Idiomatic way to avoid match

Another idea of unstable features that would help deduplicate even more of the code: array’s try_map method:

#![feature(let_chains)]
#![feature(array_try_map)]

pub fn compare_paths_for_size1(path_a: &str, path_b: &str) -> Ordering {
    if let Ok([size_a, size_b]) = [path_a, path_b].try_map(file_info_size)
    && let Some(val) = size_a.partial_cmp(&size_b) {
        val
    } else {
        Ordering::Equal
    }
}

If you don’t use partial_cmp but cmp, it even becomes only dependent on the array_try_map.

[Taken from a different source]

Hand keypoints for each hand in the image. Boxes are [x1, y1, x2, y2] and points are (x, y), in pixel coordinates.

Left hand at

#![feature(array_try_map)]

pub fn compare_paths_for_size1(path_a: &str, path_b: &str) -> Ordering {
    if let Ok([size_a, size_b]) = [path_a, path_b].try_map(file_info_size) {
        size_a.cmp(&size_b)
    } else {
        Ordering::Equal
    }
}
5 Likes

I found that using if let(...) sometimes is less convenient, because I still may need the None case, and is hardly applicable for Result unpacking.

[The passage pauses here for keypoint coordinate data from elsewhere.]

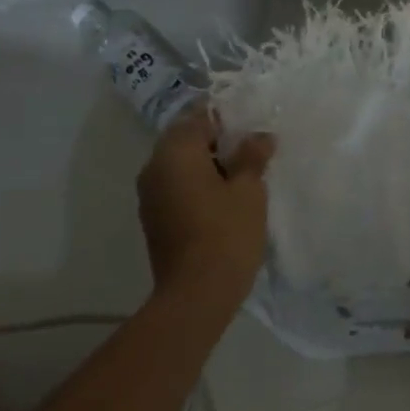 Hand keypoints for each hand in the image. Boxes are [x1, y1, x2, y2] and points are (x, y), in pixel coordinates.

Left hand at [135, 107, 275, 320]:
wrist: (196, 293)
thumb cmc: (226, 233)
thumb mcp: (249, 190)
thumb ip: (252, 157)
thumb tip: (259, 136)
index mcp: (174, 152)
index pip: (198, 117)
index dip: (226, 117)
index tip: (251, 126)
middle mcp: (154, 167)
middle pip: (185, 139)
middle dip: (216, 141)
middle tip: (250, 151)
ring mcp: (149, 195)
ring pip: (179, 165)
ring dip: (206, 164)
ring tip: (241, 176)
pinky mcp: (154, 218)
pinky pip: (176, 187)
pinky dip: (197, 185)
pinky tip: (223, 199)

An ugly but working solution, that I saw in a crate: nest matches. The example is made up.

let result = match match match input_var {
    Some(x) => x,
    None => panic!(),
} {
    Ok(VariantOne(y)) => y,
    Ok(VariantTwo(y)) => panic!(), // or return, or continue
    Err(_) => MakeSomethingUp(123),
} {
    VariantX(i) if i > 10 => do_a(),
    VarinatX(i) if i < 10 => do_b()
};

I found it useful for complicated unpacking where I needed to contitue or return in some earlier unpacking branches, and splitting it in multiple match clauses reduced repetition.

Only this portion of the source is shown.